Following is the picture of the question regarding the application of Jensen Inequality.
Following is the picture my approach to proove the inequality.
Can anyone please check if my proof is acceptable...i feel that this is an elegant proof.

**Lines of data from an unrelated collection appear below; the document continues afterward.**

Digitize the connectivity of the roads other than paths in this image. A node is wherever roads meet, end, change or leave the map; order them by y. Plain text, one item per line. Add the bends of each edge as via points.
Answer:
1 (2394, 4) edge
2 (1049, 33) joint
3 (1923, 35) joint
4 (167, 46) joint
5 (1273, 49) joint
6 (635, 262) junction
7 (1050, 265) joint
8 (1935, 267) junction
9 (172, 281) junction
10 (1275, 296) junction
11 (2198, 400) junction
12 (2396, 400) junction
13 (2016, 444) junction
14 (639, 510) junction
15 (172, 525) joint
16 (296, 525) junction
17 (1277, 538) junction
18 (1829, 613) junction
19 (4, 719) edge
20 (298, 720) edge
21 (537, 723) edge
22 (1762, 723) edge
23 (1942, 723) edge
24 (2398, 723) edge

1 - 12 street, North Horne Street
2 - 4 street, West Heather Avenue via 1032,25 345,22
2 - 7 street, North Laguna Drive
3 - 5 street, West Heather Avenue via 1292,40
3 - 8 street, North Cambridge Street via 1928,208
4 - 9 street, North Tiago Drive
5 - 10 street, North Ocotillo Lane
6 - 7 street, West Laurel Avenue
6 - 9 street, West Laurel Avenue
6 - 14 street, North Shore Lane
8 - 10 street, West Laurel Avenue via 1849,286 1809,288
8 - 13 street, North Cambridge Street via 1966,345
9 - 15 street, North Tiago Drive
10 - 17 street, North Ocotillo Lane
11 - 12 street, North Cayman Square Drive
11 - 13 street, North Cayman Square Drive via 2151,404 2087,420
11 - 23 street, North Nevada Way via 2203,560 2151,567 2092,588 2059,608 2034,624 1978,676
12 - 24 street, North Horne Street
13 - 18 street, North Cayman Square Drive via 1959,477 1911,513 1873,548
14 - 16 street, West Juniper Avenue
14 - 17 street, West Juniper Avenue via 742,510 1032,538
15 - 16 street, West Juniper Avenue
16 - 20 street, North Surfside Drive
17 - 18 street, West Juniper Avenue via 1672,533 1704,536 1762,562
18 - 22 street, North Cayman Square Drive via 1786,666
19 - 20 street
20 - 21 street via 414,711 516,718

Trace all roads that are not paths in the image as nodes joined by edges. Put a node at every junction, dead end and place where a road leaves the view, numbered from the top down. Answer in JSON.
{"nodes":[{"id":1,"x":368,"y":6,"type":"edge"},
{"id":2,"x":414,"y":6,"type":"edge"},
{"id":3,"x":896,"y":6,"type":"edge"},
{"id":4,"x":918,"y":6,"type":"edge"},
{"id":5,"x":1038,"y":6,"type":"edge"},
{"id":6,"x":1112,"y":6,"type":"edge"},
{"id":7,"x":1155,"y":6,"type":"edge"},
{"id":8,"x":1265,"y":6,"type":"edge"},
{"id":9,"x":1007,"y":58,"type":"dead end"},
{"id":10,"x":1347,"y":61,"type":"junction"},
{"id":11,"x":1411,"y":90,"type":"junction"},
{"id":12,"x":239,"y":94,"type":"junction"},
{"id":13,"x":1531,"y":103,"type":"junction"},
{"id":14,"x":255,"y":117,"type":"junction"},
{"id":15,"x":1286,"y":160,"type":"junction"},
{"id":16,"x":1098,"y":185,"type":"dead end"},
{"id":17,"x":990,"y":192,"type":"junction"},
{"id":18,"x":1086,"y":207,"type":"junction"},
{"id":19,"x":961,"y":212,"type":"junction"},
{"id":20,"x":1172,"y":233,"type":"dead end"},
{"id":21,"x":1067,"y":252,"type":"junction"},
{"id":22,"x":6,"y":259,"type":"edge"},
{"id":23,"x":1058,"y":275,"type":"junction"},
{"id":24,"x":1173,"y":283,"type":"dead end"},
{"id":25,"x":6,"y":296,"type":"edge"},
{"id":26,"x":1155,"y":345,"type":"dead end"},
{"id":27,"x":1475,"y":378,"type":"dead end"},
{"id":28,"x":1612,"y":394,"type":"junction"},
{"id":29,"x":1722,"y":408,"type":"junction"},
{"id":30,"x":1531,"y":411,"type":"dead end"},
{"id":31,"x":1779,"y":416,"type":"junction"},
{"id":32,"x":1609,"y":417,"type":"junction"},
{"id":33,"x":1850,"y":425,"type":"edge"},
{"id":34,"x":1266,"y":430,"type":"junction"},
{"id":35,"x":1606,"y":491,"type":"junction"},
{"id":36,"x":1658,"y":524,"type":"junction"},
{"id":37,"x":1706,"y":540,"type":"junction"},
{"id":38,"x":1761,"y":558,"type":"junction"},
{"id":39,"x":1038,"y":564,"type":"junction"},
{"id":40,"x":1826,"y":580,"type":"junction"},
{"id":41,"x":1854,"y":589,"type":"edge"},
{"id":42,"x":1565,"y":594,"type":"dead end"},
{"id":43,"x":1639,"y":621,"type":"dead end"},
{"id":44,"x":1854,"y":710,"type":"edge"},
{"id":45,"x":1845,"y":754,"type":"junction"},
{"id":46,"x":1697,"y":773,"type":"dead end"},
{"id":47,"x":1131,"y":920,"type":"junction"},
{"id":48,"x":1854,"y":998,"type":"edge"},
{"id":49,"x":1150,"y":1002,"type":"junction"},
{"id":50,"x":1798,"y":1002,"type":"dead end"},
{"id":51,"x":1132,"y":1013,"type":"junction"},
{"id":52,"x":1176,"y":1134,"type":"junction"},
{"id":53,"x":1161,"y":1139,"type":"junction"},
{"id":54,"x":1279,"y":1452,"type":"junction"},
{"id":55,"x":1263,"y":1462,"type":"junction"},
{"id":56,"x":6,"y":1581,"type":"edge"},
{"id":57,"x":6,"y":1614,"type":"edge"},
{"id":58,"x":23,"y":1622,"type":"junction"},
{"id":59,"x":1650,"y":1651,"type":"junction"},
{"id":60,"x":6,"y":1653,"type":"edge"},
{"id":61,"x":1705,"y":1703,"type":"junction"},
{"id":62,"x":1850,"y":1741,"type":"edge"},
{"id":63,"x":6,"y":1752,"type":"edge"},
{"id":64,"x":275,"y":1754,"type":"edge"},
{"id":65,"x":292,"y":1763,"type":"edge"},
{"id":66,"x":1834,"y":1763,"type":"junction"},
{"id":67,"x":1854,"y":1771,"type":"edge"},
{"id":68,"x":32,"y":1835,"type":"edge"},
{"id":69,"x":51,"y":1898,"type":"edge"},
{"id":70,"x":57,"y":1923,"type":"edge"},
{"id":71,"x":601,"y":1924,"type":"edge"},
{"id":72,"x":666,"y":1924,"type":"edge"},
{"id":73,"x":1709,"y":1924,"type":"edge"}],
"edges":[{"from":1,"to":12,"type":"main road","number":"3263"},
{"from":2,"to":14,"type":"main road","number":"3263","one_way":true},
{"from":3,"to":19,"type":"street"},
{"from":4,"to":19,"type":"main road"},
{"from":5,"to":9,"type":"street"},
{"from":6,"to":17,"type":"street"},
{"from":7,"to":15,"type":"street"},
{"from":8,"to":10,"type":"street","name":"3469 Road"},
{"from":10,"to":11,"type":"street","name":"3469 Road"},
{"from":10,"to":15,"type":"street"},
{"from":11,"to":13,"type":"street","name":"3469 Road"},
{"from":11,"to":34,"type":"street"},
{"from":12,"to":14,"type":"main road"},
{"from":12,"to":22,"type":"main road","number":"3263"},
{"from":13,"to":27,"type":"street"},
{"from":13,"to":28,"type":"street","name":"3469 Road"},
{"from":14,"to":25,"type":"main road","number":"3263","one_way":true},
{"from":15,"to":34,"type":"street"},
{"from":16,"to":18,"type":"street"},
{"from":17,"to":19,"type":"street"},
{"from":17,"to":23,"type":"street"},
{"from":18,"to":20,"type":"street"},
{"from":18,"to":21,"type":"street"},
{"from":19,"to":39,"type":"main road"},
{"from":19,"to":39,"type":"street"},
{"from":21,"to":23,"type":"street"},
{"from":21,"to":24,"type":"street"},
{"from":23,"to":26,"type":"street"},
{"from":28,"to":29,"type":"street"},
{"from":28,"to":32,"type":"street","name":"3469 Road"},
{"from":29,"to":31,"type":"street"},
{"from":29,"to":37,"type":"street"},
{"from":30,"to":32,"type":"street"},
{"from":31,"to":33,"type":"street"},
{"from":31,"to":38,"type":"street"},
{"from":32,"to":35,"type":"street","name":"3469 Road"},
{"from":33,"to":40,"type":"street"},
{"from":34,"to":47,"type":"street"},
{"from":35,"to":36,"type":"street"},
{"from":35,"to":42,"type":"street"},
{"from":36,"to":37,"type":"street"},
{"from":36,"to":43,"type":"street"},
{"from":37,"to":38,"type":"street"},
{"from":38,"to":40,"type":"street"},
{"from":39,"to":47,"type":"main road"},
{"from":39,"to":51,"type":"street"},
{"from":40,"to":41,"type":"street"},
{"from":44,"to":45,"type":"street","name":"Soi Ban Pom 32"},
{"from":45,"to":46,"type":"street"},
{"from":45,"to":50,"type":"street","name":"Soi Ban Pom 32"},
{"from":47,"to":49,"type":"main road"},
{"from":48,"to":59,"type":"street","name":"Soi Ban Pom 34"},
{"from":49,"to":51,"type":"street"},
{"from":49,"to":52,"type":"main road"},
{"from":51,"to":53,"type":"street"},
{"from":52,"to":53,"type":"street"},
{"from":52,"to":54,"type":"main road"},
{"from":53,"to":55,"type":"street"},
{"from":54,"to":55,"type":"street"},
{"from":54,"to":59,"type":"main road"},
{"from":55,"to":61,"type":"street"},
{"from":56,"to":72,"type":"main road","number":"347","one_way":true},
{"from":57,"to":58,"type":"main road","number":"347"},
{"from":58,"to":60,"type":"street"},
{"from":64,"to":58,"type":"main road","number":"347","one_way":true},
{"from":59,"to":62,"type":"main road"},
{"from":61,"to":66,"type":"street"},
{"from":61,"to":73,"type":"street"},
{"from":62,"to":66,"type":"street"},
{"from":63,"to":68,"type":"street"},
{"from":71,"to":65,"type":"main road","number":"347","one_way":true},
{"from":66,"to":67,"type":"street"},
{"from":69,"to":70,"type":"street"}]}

If there is any error, a detailed explanation would be helpful and appreciated.
Thank you
Also, appologies for the bad handwriting
The step $$\frac{n}{1-\frac{(a_1+...+a_n)^2}{n^2}}\geq\frac{n}{1-\frac{a_1^2+...+a_n^2}{n}}$$ is wrong: it should be $$\frac{n}{1-\frac{(a_1+...+a_n)^2}{n^2}}\leq\frac{n}{1-\frac{a_1^2+...+a_n^2}{n}},$$ which does not help.
My solution.
$$\sum_{i=1}^n\frac{a_i}{1-a_i^2}-\frac{na}{1-a^2}=\sum_{i=1}^n\left(\frac{a_i}{1-a_i^2}-\frac{a}{1-a^2}\right)=\frac{1}{1-a^2}\sum_{i=1}^n\frac{(a_i-a)(aa_i+1)}{1-a_i^2}=$$ $$=\frac{1}{1-a^2}\sum_{i=1}^n\left(\frac{(a_i-a)(aa_i+1)}{1-a_i^2}-\frac{(a_i^2-a^2)(a^2+1)}{2a(1-a^2)}\right)=$$ $$=\frac{1}{2a(1-a^2)^2}\sum_{i=1}^n\frac{(a_i-a)^2(a_i^2+(2a^3+a^2+2a)a_i+3a^2-1)}{1-a_i^2}\geq0.$$